Pearson’s eyes bored into Kerney with the hardness of a con who’d been trumped. “You suckered me with this bullshit about the grand jury, didn’t you?”
“Not necessarily,” Kerney replied. “I’ll try to work something out on your behalf.”
She snorted in disbelief. The sound stripped away the last shred of her sophisticated veneer. “Yeah, right. Son of a bitch. Have you got a cigarette?”
“I don’t smoke.”
“Neither do I.”
“If you change your mind about tomorrow, our deal is off.”

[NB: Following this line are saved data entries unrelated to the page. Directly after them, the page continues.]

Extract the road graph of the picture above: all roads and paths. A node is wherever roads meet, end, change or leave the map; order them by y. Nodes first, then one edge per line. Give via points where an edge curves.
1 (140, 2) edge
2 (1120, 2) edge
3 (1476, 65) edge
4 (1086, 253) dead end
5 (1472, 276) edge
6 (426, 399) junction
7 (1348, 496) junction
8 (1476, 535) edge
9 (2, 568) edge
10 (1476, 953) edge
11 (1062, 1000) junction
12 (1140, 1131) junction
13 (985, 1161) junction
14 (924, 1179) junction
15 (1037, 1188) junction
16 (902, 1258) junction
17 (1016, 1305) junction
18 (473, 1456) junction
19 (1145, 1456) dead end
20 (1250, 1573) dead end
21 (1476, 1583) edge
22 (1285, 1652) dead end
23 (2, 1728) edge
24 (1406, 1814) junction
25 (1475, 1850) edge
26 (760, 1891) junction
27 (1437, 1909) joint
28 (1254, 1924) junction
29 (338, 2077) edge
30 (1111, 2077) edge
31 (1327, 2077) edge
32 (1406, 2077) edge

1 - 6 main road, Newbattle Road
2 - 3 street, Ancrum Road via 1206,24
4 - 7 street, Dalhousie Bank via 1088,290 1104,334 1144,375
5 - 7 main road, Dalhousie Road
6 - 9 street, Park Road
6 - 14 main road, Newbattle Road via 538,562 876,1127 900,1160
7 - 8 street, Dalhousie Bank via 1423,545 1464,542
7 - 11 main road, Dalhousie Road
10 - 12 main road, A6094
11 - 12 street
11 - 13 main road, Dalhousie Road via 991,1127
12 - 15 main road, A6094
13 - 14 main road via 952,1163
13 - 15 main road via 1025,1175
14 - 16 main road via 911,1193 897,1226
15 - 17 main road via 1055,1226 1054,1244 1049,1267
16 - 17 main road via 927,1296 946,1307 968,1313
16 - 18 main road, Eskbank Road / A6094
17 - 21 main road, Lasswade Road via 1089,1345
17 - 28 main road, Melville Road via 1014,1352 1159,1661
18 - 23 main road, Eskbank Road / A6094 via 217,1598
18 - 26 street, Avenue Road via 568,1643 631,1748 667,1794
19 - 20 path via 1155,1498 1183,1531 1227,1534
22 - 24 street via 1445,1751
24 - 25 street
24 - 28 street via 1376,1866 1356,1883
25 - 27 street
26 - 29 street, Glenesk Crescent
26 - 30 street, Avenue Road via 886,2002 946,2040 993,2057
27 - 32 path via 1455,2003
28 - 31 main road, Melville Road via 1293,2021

“No kidding,” Pearson said.
Outside, the glare of sunlight bounced off the roofs of the houses in the valley below, washed out the roughness of the mountains beyond, and pulled most of the color from the sky. Kerney drove away from Helen Pearson thinking that the siren call of Santa Fe had always drawn searchers, dreamers, nonconformists, and oddballs looking to transform their lives. Why not a hooker? Considering everything, Pearson had done a damn good job of it.
His cell phone rang. At Kerney’s request, the fiscal officer who kept the records of legislators’ travel and per diem reimbursement payments had searched Senator Norvell’s old files. Norvell had attended a three-day meeting of a joint-house finance committee in Santa Fe that coincided with the date Anna Marie Montoya had disappeared.
Kerney now had motive and opportunity, but he needed more. He decided a trip to Lincoln County would be worthwhile. That was where Montoya’s body had been found and where Norvell and his buddy, Adam Tully, had grown up. The connection between the two was too strong to dismiss.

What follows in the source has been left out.